Your task: From the listing below, tally the lines that include "JSON". Return only the total.

BEGIN The data

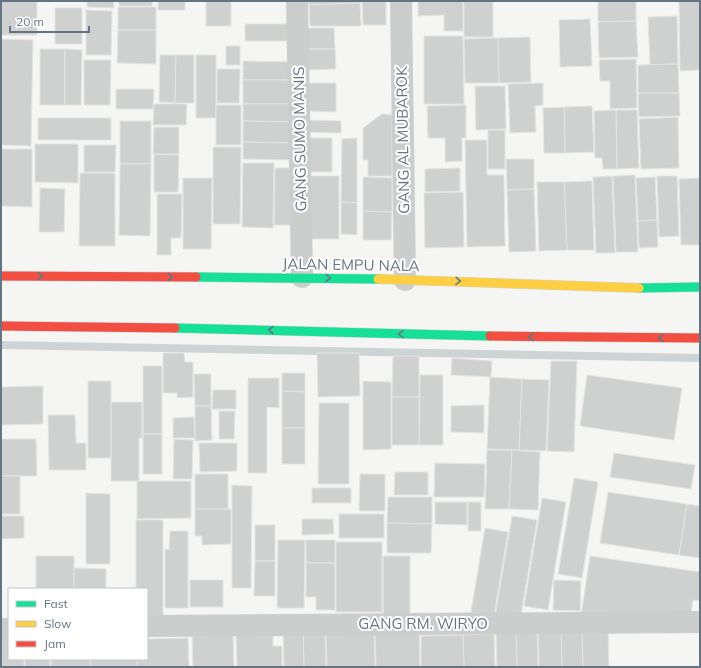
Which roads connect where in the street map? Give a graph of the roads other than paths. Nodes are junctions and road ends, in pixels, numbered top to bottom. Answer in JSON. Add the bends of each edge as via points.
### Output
{"nodes":[{"id":1,"x":297,"y":1,"type":"edge"},
{"id":2,"x":401,"y":1,"type":"edge"},
{"id":3,"x":1,"y":276,"type":"edge"},
{"id":4,"x":302,"y":278,"type":"junction"},
{"id":5,"x":405,"y":280,"type":"junction"},
{"id":6,"x":700,"y":287,"type":"edge"},
{"id":7,"x":1,"y":326,"type":"edge"},
{"id":8,"x":700,"y":338,"type":"edge"},
{"id":9,"x":700,"y":622,"type":"edge"},
{"id":10,"x":148,"y":626,"type":"edge"}],
"edges":[{"from":1,"to":4,"type":"street","name":"GANG SUMO MANIS"},
{"from":2,"to":5,"type":"street","name":"GANG AL MUBAROK"},
{"from":3,"to":4,"type":"main road","name":"JALAN EMPU NALA","one_way":true},
{"from":4,"to":5,"type":"main road","name":"JALAN EMPU NALA","one_way":true},
{"from":5,"to":6,"type":"main road","name":"JALAN EMPU NALA","one_way":true,"via":[[652,288]]},
{"from":8,"to":7,"type":"main road","one_way":true},
{"from":9,"to":10,"type":"street","name":"GANG RM. WIRYO"}]}
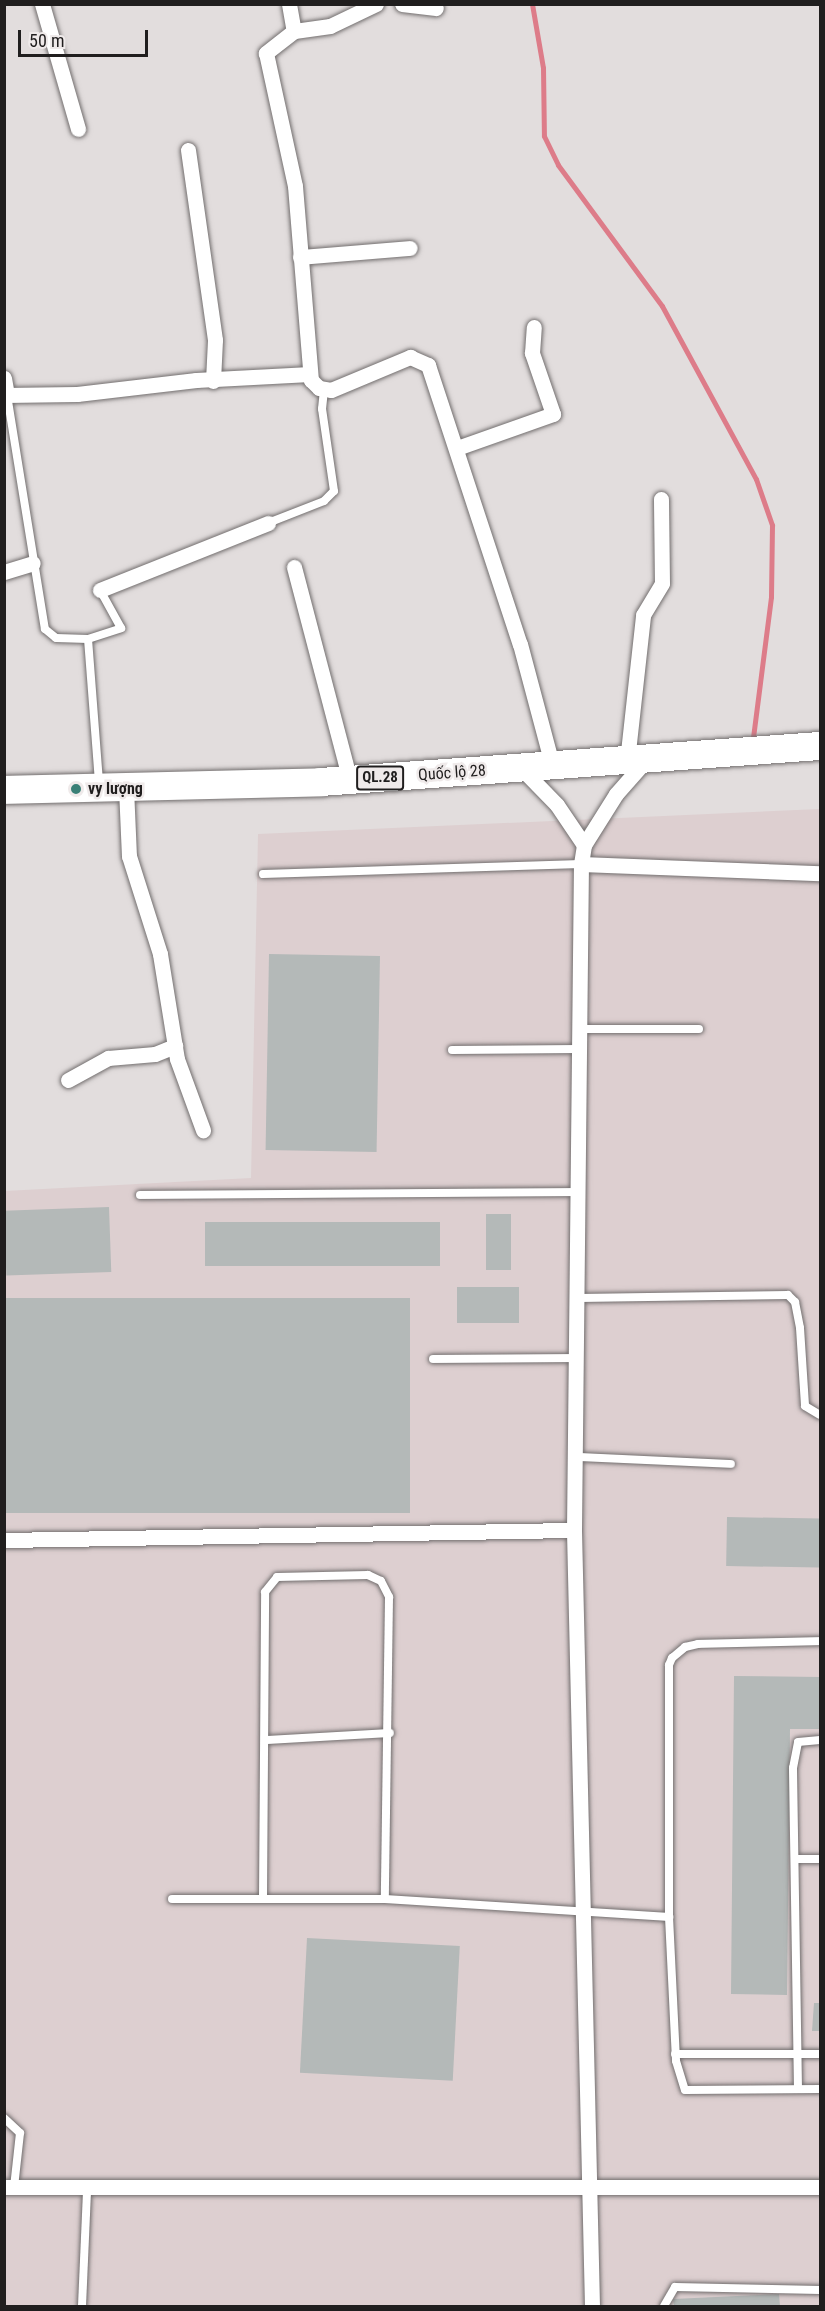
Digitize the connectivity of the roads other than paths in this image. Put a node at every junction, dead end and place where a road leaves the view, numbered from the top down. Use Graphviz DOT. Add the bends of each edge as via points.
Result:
graph roads {
  1 [pos="42,4"];
  2 [pos="289,4"];
  3 [pos="376,4"];
  4 [pos="402,4"];
  5 [pos="436,8"];
  6 [pos="294,31"];
  7 [pos="78,129"];
  8 [pos="188,150"];
  9 [pos="410,248"];
  10 [pos="300,257"];
  11 [pos="534,327"];
  12 [pos="310,374"];
  13 [pos="4,378"];
  14 [pos="213,381"];
  15 [pos="324,390"];
  16 [pos="6,395"];
  17 [pos="457,448"];
  18 [pos="661,499"];
  19 [pos="268,523"];
  20 [pos="33,563"];
  21 [pos="294,567"];
  22 [pos="4,572"];
  23 [pos="100,590"];
  24 [pos="88,639"];
  25 [pos="820,746"];
  26 [pos="637,760"];
  27 [pos="522,768"];
  28 [pos="553,768"];
  29 [pos="350,780"];
  30 [pos="113,788"];
  31 [pos="4,790"];
  32 [pos="584,845"];
  33 [pos="581,864"];
  34 [pos="820,873"];
  35 [pos="263,874"];
  36 [pos="579,1029"];
  37 [pos="699,1029"];
  38 [pos="175,1046"];
  39 [pos="578,1049"];
  40 [pos="452,1050"];
  41 [pos="68,1080"];
  42 [pos="202,1130"];
  43 [pos="577,1192"];
  44 [pos="140,1195"];
  45 [pos="579,1298"];
  46 [pos="577,1358"];
  47 [pos="433,1359"];
  48 [pos="820,1415"];
  49 [pos="578,1457"];
  50 [pos="731,1464"];
  51 [pos="574,1530"];
  52 [pos="4,1540"];
  53 [pos="820,1641"];
  54 [pos="390,1733"];
  55 [pos="267,1740"];
  56 [pos="820,1740"];
  57 [pos="795,1858"];
  58 [pos="820,1859"];
  59 [pos="263,1898"];
  60 [pos="172,1899"];
  61 [pos="385,1899"];
  62 [pos="581,1910"];
  63 [pos="669,1917"];
  64 [pos="675,2054"];
  65 [pos="798,2054"];
  66 [pos="820,2054"];
  67 [pos="798,2089"];
  68 [pos="820,2089"];
  69 [pos="4,2118"];
  70 [pos="9,2187"];
  71 [pos="820,2187"];
  72 [pos="588,2188"];
  73 [pos="87,2190"];
  74 [pos="820,2290"];
  75 [pos="82,2307"];
  76 [pos="592,2307"];
  77 [pos="664,2307"];
  1 -- 7 [label="street"];
  2 -- 6 [label="street"];
  3 -- 6 [label="street" via="330,26"];
  4 -- 5 [label="street"];
  6 -- 10 [label="street" via="271,46 266,62 295,186"];
  8 -- 14 [label="street" via="215,340"];
  9 -- 10 [label="street"];
  10 -- 12 [label="street"];
  11 -- 17 [label="street" via="532,353 553,414"];
  12 -- 14 [label="street"];
  12 -- 15 [label="street" via="314,385"];
  13 -- 16 [label="street"];
  14 -- 16 [label="street" via="88,393"];
  15 -- 17 [label="street" via="410,357 423,360"];
  15 -- 19 [label="lane" via="322,409 334,491 324,501"];
  16 -- 20 [label="lane"];
  17 -- 28 [label="street" via="520,644"];
  18 -- 26 [label="street" via="662,583 643,615"];
  19 -- 23 [label="street"];
  20 -- 22 [label="street"];
  20 -- 24 [label="lane" via="45,629 56,638"];
  21 -- 29 [label="street"];
  23 -- 24 [label="lane" via="121,628"];
  24 -- 30 [label="lane"];
  25 -- 26 [label="highway, Quốc lộ 28 / QL.28"];
  26 -- 28 [label="highway, Quốc lộ 28 / QL.28"];
  26 -- 32 [label="street"];
  27 -- 28 [label="highway, Quốc lộ 28 / QL.28"];
  27 -- 29 [label="highway, Quốc lộ 28 / QL.28"];
  27 -- 32 [label="street" via="557,805"];
  29 -- 30 [label="highway, Quốc lộ 28 / QL.28"];
  30 -- 31 [label="highway, Quốc lộ 28 / QL.28"];
  30 -- 38 [label="street" via="129,856 160,954"];
  32 -- 33 [label="street"];
  33 -- 34 [label="street"];
  33 -- 35 [label="lane"];
  33 -- 36 [label="street"];
  36 -- 37 [label="lane"];
  36 -- 39 [label="street"];
  38 -- 41 [label="street" via="148,1055 108,1058"];
  38 -- 42 [label="street"];
  39 -- 40 [label="lane"];
  39 -- 43 [label="street"];
  43 -- 44 [label="lane"];
  43 -- 45 [label="street"];
  45 -- 46 [label="street"];
  45 -- 48 [label="lane" via="788,1295 795,1302 800,1328 805,1406"];
  46 -- 47 [label="lane"];
  46 -- 49 [label="street"];
  49 -- 50 [label="lane"];
  49 -- 51 [label="street"];
  51 -- 52 [label="street"];
  51 -- 62 [label="street"];
  53 -- 63 [label="lane" via="698,1644 685,1647 672,1658"];
  54 -- 55 [label="lane"];
  54 -- 55 [label="lane" via="387,1587 368,1575 277,1577 265,1592"];
  54 -- 61 [label="lane"];
  55 -- 59 [label="lane"];
  56 -- 57 [label="lane" via="802,1740 795,1746"];
  57 -- 58 [label="lane"];
  57 -- 65 [label="lane"];
  59 -- 60 [label="lane"];
  59 -- 61 [label="lane"];
  61 -- 62 [label="lane"];
  62 -- 63 [label="lane"];
  62 -- 72 [label="street"];
  63 -- 64 [label="lane"];
  64 -- 65 [label="lane"];
  64 -- 67 [label="lane" via="677,2075 685,2090 693,2093"];
  65 -- 66 [label="lane"];
  65 -- 67 [label="lane"];
  67 -- 68 [label="lane"];
  69 -- 70 [label="lane" via="20,2133"];
  70 -- 73 [label="street"];
  71 -- 72 [label="street"];
  72 -- 73 [label="street"];
  72 -- 76 [label="street"];
  73 -- 75 [label="lane"];
  74 -- 77 [label="lane" via="675,2287"];
}
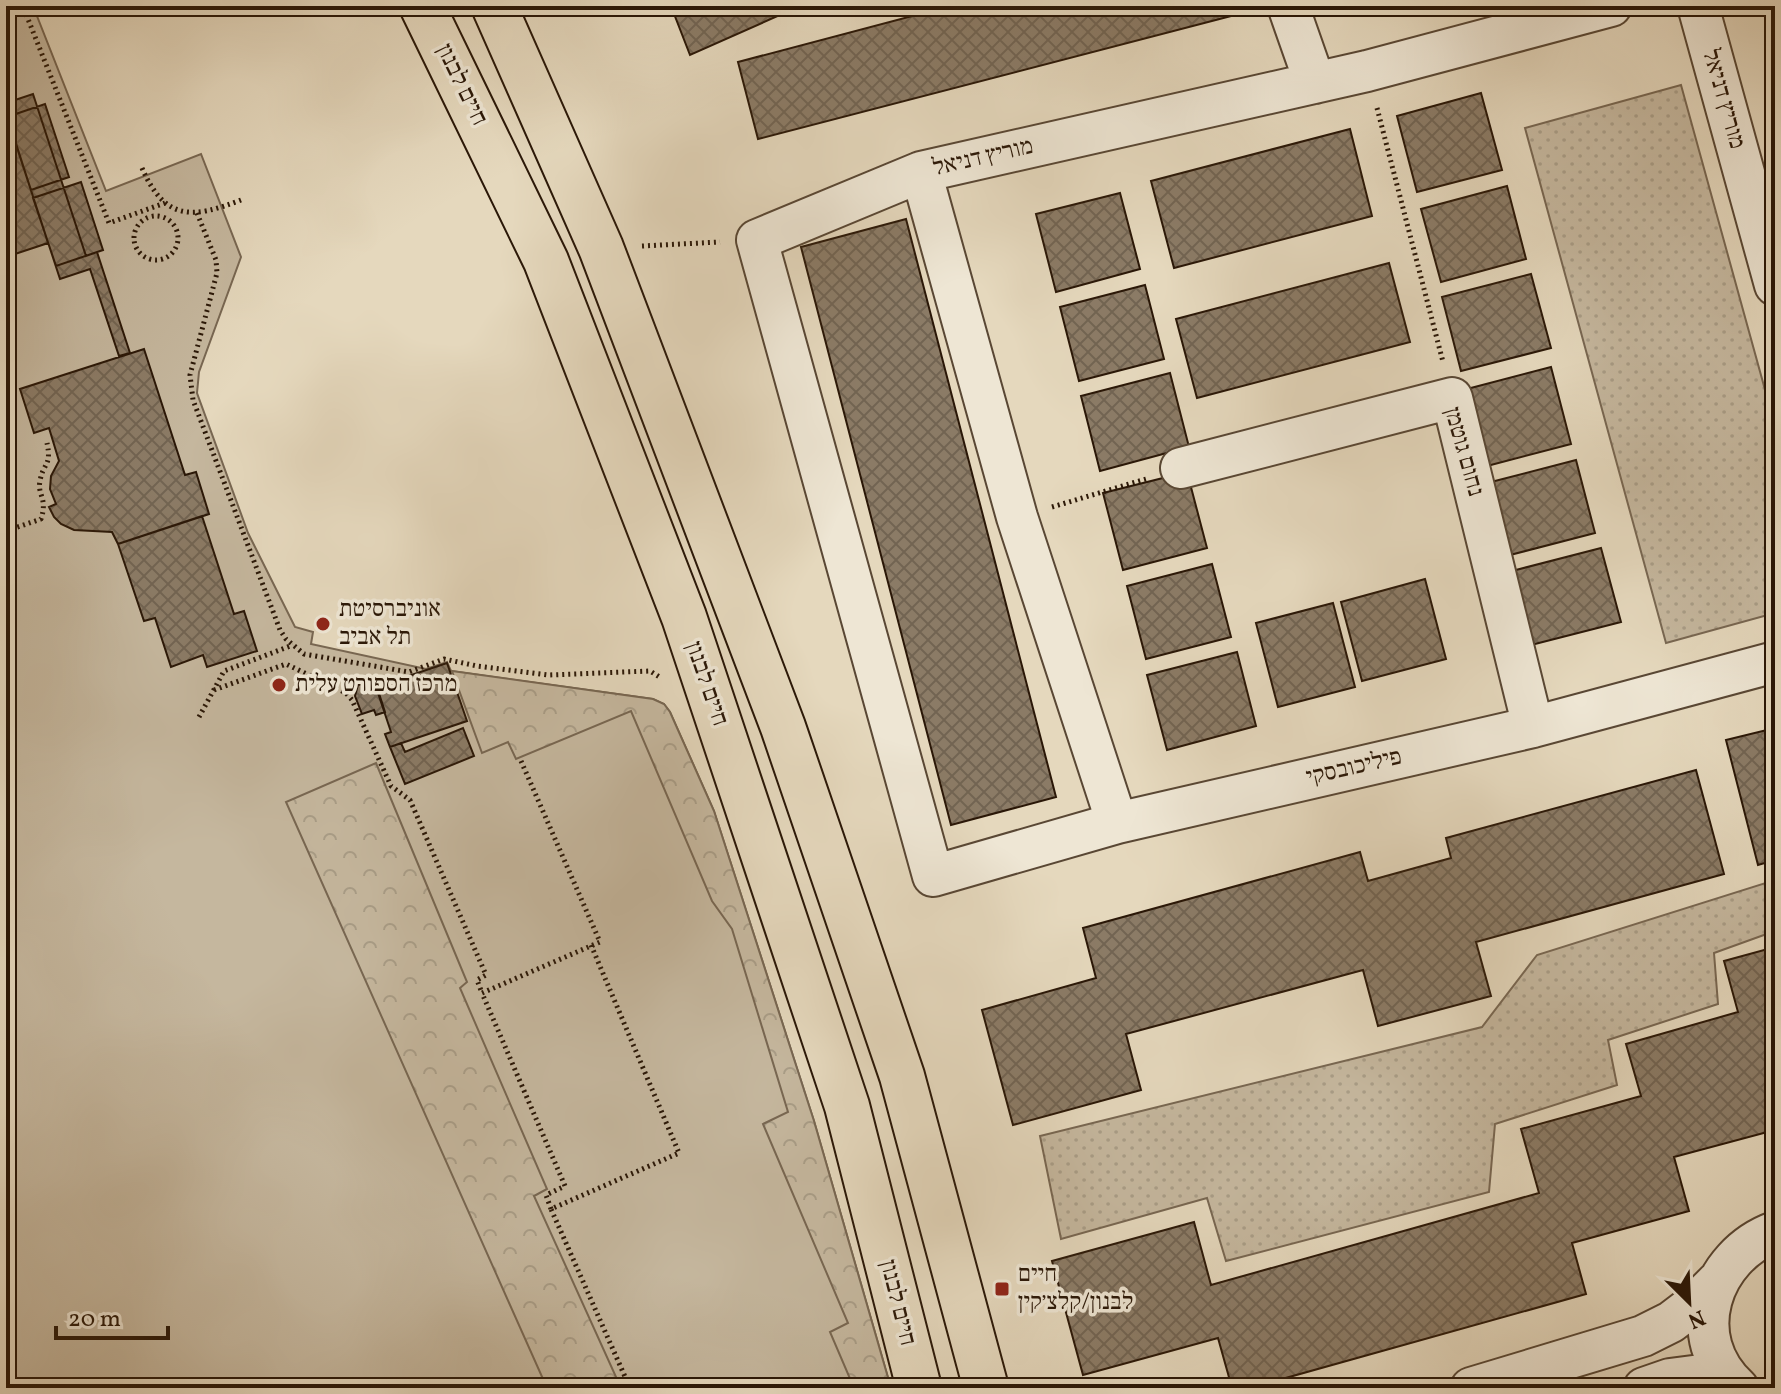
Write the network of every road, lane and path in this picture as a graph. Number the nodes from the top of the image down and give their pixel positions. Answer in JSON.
{"nodes":[{"id":1,"x":422,"y":6,"type":"edge"},
{"id":2,"x":494,"y":6,"type":"edge"},
{"id":3,"x":1288,"y":6,"type":"edge"},
{"id":4,"x":1611,"y":6,"type":"edge"},
{"id":5,"x":1698,"y":6,"type":"edge"},
{"id":6,"x":24,"y":9,"type":"dead end"},
{"id":7,"x":1367,"y":71,"type":"junction"},
{"id":8,"x":1315,"y":83,"type":"junction"},
{"id":9,"x":142,"y":168,"type":"dead end"},
{"id":10,"x":921,"y":172,"type":"junction"},
{"id":11,"x":241,"y":200,"type":"dead end"},
{"id":12,"x":165,"y":203,"type":"junction"},
{"id":13,"x":184,"y":213,"type":"junction"},
{"id":14,"x":197,"y":213,"type":"junction"},
{"id":15,"x":134,"y":214,"type":"junction"},
{"id":16,"x":138,"y":225,"type":"junction"},
{"id":17,"x":174,"y":226,"type":"junction"},
{"id":18,"x":757,"y":240,"type":"junction"},
{"id":19,"x":601,"y":248,"type":"junction"},
{"id":20,"x":1775,"y":285,"type":"edge"},
{"id":21,"x":1452,"y":398,"type":"junction"},
{"id":22,"x":47,"y":443,"type":"dead end"},
{"id":23,"x":1181,"y":468,"type":"joint"},
{"id":24,"x":1017,"y":517,"type":"junction"},
{"id":25,"x":6,"y":531,"type":"edge"},
{"id":26,"x":293,"y":645,"type":"junction"},
{"id":27,"x":1775,"y":662,"type":"edge"},
{"id":28,"x":670,"y":687,"type":"dead end"},
{"id":29,"x":214,"y":690,"type":"junction"},
{"id":30,"x":199,"y":717,"type":"dead end"},
{"id":31,"x":1533,"y":727,"type":"junction"},
{"id":32,"x":521,"y":761,"type":"dead end"},
{"id":33,"x":1117,"y":823,"type":"junction"},
{"id":34,"x":591,"y":945,"type":"junction"},
{"id":35,"x":482,"y":993,"type":"junction"},
{"id":36,"x":551,"y":1209,"type":"junction"},
{"id":37,"x":1775,"y":1232,"type":"edge"},
{"id":38,"x":1717,"y":1282,"type":"junction"},
{"id":39,"x":1731,"y":1380,"type":"edge"},
{"id":40,"x":630,"y":1388,"type":"edge"},
{"id":41,"x":919,"y":1388,"type":"edge"},
{"id":42,"x":986,"y":1388,"type":"edge"},
{"id":43,"x":1471,"y":1388,"type":"edge"},
{"id":44,"x":1644,"y":1388,"type":"edge"}],
"edges":[{"from":1,"to":41,"type":"main road","name":"חיים לבנון"},
{"from":2,"to":19,"type":"main road"},
{"from":3,"to":8,"type":"street"},
{"from":4,"to":7,"type":"street","name":"מוריץ דניאל"},
{"from":5,"to":20,"type":"street","name":"מוריץ דניאל"},
{"from":6,"to":15,"type":"path"},
{"from":7,"to":8,"type":"street","name":"מוריץ דניאל"},
{"from":7,"to":21,"type":"path"},
{"from":8,"to":10,"type":"street","name":"מוריץ דניאל"},
{"from":9,"to":12,"type":"path"},
{"from":10,"to":18,"type":"street"},
{"from":10,"to":24,"type":"street","name":"מוריץ דניאל"},
{"from":11,"to":14,"type":"path"},
{"from":12,"to":13,"type":"path"},
{"from":12,"to":15,"type":"path"},
{"from":13,"to":14,"type":"path"},
{"from":13,"to":17,"type":"path"},
{"from":14,"to":26,"type":"path"},
{"from":15,"to":16,"type":"path"},
{"from":16,"to":17,"type":"path"},
{"from":16,"to":17,"type":"path"},
{"from":18,"to":19,"type":"path"},
{"from":18,"to":33,"type":"street","name":"פיליכובסקי"},
{"from":19,"to":42,"type":"main road"},
{"from":21,"to":23,"type":"street","name":"נחום גוטמן"},
{"from":21,"to":31,"type":"street","name":"נחום גוטמן"},
{"from":22,"to":25,"type":"path"},
{"from":23,"to":24,"type":"path"},
{"from":24,"to":33,"type":"street","name":"מוריץ דניאל"},
{"from":26,"to":28,"type":"path"},
{"from":26,"to":29,"type":"path"},
{"from":27,"to":31,"type":"street","name":"פיליכובסקי"},
{"from":29,"to":30,"type":"path"},
{"from":29,"to":35,"type":"path"},
{"from":31,"to":33,"type":"street","name":"פיליכובסקי"},
{"from":32,"to":34,"type":"path"},
{"from":34,"to":35,"type":"path"},
{"from":34,"to":36,"type":"path"},
{"from":35,"to":36,"type":"path"},
{"from":36,"to":40,"type":"path"},
{"from":37,"to":38,"type":"street"},
{"from":38,"to":39,"type":"street"},
{"from":38,"to":43,"type":"street"},
{"from":39,"to":44,"type":"street"}]}
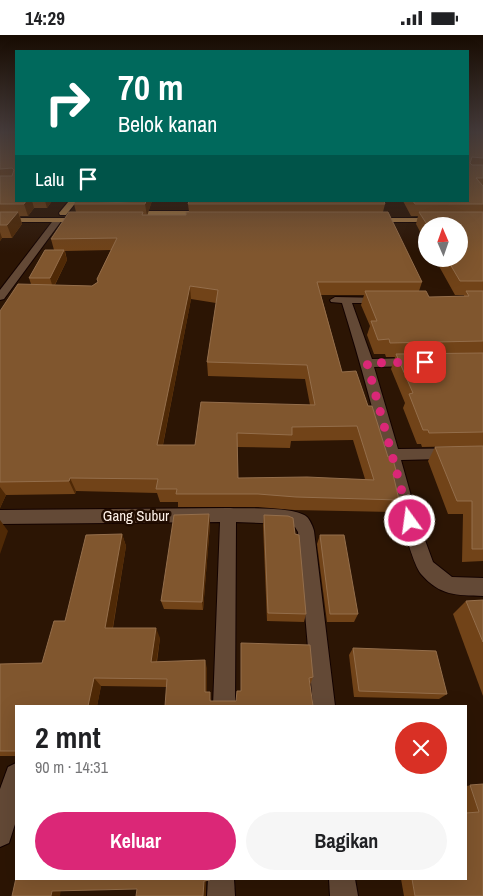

END The data

Response to this exercise: 2